SpecSafe
Getting Started

Quick Start

Walk through the full SpecSafe lifecycle by creating, testing, and implementing your first spec.

This guide walks you through the complete SpecSafe workflow -- from creating a spec to marking it complete. You will build a user authentication feature as an example.

1. Initialize your project

npm install -g @specsafe/cli
specsafe init

The interactive setup will ask for your project name, detect your AI tools, and install the appropriate skill files. See Installation for details.

2. Create a new spec

Open your AI tool in the project and run:

/specsafe-new "add user authentication"

SpecSafe creates a spec file in specs/active/ with a unique ID (e.g., SPEC-001) and populates it with an initial outline based on your description. The spec starts in the NEW stage.

3. Refine the spec

/specsafe-spec SPEC-001

This enters the SPEC stage. Your AI tool works with you to flesh out the spec -- defining acceptance criteria, edge cases, and technical approach. The spec becomes a clear contract for what "done" looks like.

Take your time here

The spec stage is where SpecSafe pays off the most. A thorough spec prevents the AI from guessing at requirements during implementation.

4. Generate tests

/specsafe-test SPEC-001

SpecSafe moves to the TEST stage and generates test files based on the acceptance criteria in your spec. These tests define the target -- they should all fail initially because no implementation exists yet.

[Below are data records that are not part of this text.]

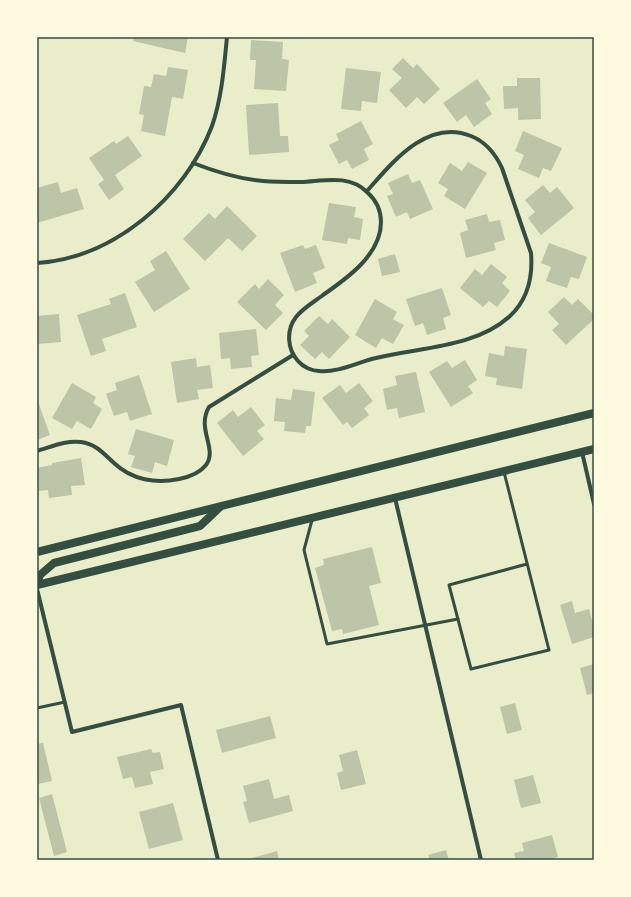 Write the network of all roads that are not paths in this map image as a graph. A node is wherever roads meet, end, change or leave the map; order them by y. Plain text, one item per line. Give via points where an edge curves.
1 (227, 37) edge
2 (193, 163) junction
3 (367, 191) junction
4 (37, 263) edge
5 (293, 355) junction
6 (594, 413) edge
7 (594, 448) edge
8 (37, 451) edge
9 (582, 452) junction
10 (504, 471) junction
11 (394, 498) junction
12 (594, 504) edge
13 (221, 506) junction
14 (313, 518) junction
15 (37, 552) edge
16 (527, 564) junction
17 (37, 584) edge
18 (37, 589) edge
19 (458, 619) junction
20 (424, 625) junction
21 (65, 702) junction
22 (37, 708) edge
23 (218, 860) edge
24 (481, 860) edge

1 - 2 street via 224,80 217,108 211,127
2 - 3 street via 242,178 283,182 339,180 353,183
2 - 4 street via 161,203 139,222 114,238 69,257
3 - 5 street via 374,199 381,218 379,238 365,259 349,275 297,316 291,324 289,344
3 - 5 street via 391,164 425,137 458,132 481,141 500,163 528,242 532,264 525,297 509,317 491,329 451,344 375,358 329,371 308,369
5 - 8 street via 209,407 204,416 204,426 210,455 200,472 191,476 168,481 144,479 124,471 101,450 82,442 61,444
6 - 13 main road
7 - 9 main road
9 - 10 main road
9 - 12 street
10 - 11 main road
10 - 16 lane
11 - 14 main road
11 - 20 street
13 - 15 main road
13 - 17 main road via 200,526 54,563 40,575
14 - 17 main road
14 - 20 lane via 304,550 328,644
16 - 19 lane via 449,585
16 - 19 lane via 549,650 471,669
18 - 21 street
19 - 20 lane
20 - 24 street
21 - 22 lane
21 - 23 street via 72,732 181,705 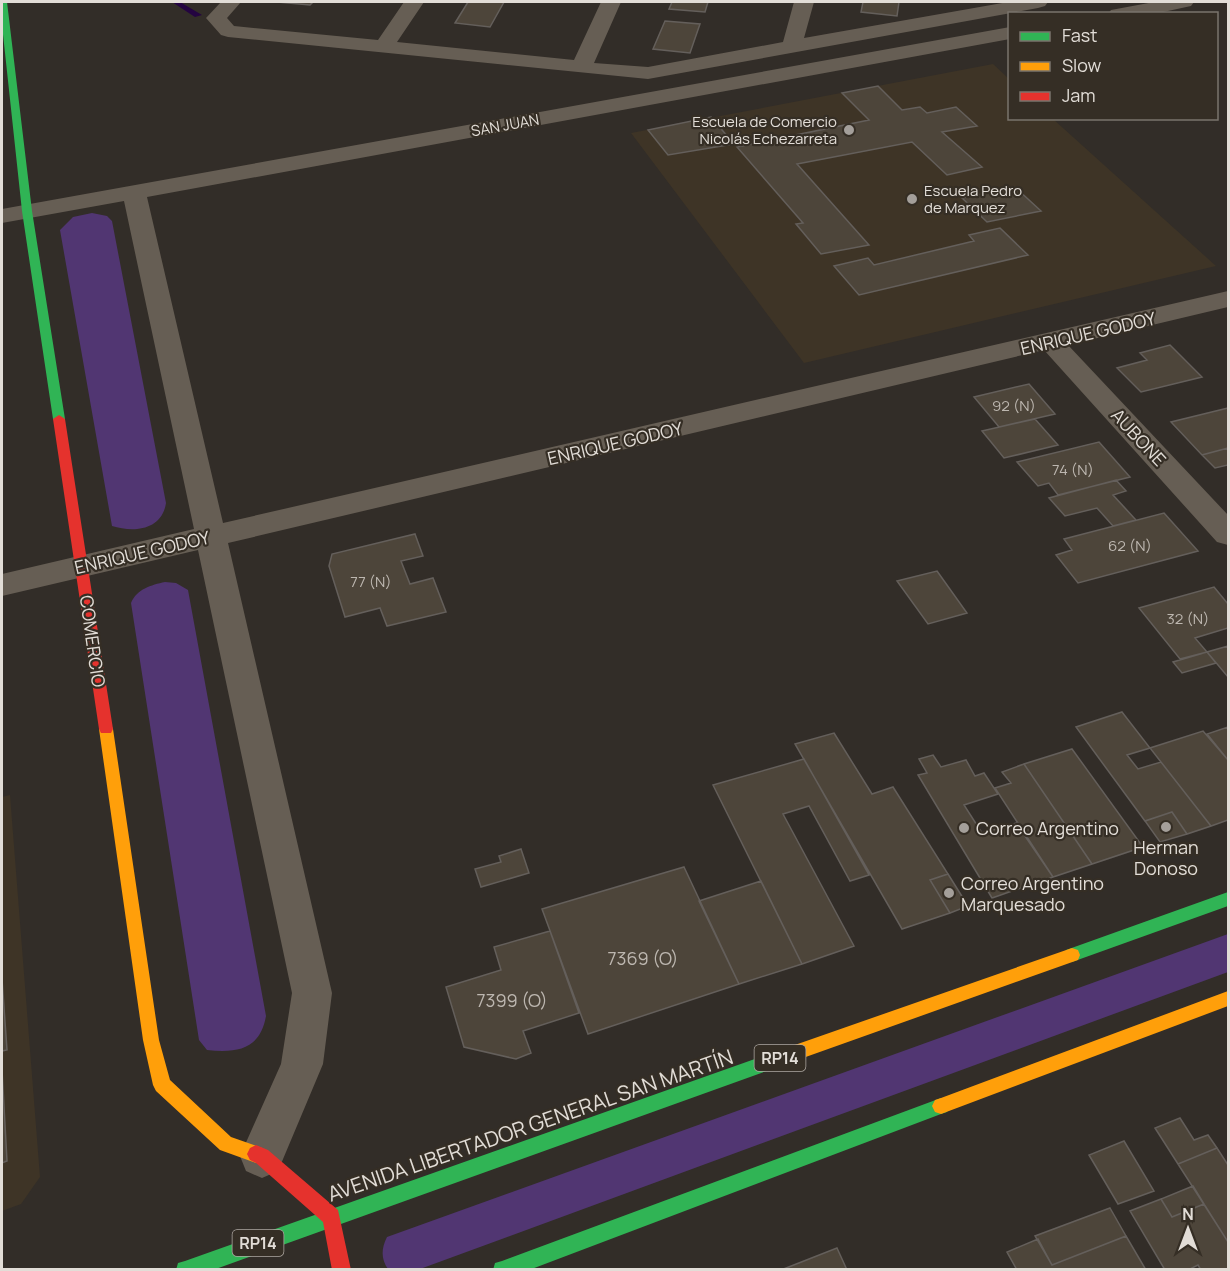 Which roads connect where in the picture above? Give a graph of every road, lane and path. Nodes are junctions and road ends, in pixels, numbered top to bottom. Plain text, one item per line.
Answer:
1 (3, 2) edge
2 (231, 2) edge
3 (414, 2) edge
4 (611, 2) edge
5 (804, 2) edge
6 (1038, 2) edge
7 (1184, 2) edge
8 (1000, 5) edge
9 (1129, 12) edge
10 (1008, 33) edge
11 (792, 46) junction
12 (384, 47) junction
13 (580, 67) junction
14 (134, 192) junction
15 (27, 211) junction
16 (2, 216) edge
17 (1228, 299) edge
18 (1050, 342) junction
19 (1228, 534) edge
20 (212, 536) junction
21 (82, 566) junction
22 (2, 585) edge
23 (1228, 899) edge
24 (1228, 999) edge
25 (262, 1156) junction
26 (331, 1217) junction
27 (185, 1269) edge
28 (342, 1269) edge
29 (502, 1269) edge

1 - 15 street, COMERCIO
2 - 12 street
3 - 12 street
4 - 13 street
5 - 11 street
6 - 8 street
7 - 9 street
8 - 11 street
10 - 14 street, SAN JUAN
11 - 13 street
12 - 13 street
14 - 15 street, SAN JUAN
14 - 20 street
15 - 16 street, SAN JUAN
15 - 21 street, COMERCIO
17 - 18 street, ENRIQUE GODOY
18 - 19 street, AUBONE
18 - 20 street, ENRIQUE GODOY
20 - 21 street, ENRIQUE GODOY
20 - 25 street
21 - 22 street, ENRIQUE GODOY
21 - 25 street, COMERCIO
23 - 26 street, AVENIDA LIBERTADOR GENERAL SAN MARTÍN / RP14
24 - 29 street
25 - 26 street, COMERCIO
26 - 27 street, AVENIDA LIBERTADOR GENERAL SAN MARTÍN / RP14
26 - 28 street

FAIL  src/auth/login.test.ts
  - should authenticate valid credentials
  - should reject invalid password
  - should handle missing email

This is the "red" in red-green-refactor.

5. Implement the code

/specsafe-code SPEC-001

Now in the CODE stage, the AI writes implementation code with a single goal: make the failing tests pass. It follows a strict TDD cycle:

  1. Pick a failing test
  2. Write the minimum code to make it pass
  3. Refactor if needed
  4. Repeat until all tests are green
PASS  src/auth/login.test.ts
  ✓ should authenticate valid credentials
  ✓ should reject invalid password
  ✓ should handle missing email

Stay disciplined

If you find the AI adding features not covered by tests, that is scope creep. Go back to the spec, add the new requirement, regenerate tests, then implement.

6. Validate with QA

/specsafe-qa SPEC-001

The QA stage runs a final validation pass. SpecSafe checks that:

  • All tests pass
  • The implementation matches the spec's acceptance criteria
  • No obvious gaps or regressions exist

If QA finds issues, you go back to the CODE stage to fix them.

7. Complete the spec

/specsafe-complete SPEC-001

This moves the spec to the COMPLETE stage. The spec file is moved from specs/active/ to specs/completed/, and PROJECT_STATE.md is updated to reflect the finished work.

The full lifecycle at a glance

NEW → SPEC → TEST → CODE → QA → COMPLETE

Each transition is explicit. You always know where a feature stands, and the AI always knows what it should be doing at each stage.